====== Data shown

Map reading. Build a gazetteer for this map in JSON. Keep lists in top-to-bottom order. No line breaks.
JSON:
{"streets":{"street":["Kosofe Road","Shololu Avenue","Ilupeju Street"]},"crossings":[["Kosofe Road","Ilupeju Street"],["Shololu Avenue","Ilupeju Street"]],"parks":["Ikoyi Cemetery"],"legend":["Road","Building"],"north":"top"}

============

■ **How to complete this task**: Set down the full listing. Keep every line exact.

■ **Exercise solution**:
Map reading. Build a gazetteer for this map in JSON. Keep lists in top-to-bottom order. No line breaks.
JSON:
{"streets":{"street":["Kosofe Road","Shololu Avenue","Ilupeju Street"]},"crossings":[["Kosofe Road","Ilupeju Street"],["Shololu Avenue","Ilupeju Street"]],"parks":["Ikoyi Cemetery"],"legend":["Road","Building"],"north":"top"}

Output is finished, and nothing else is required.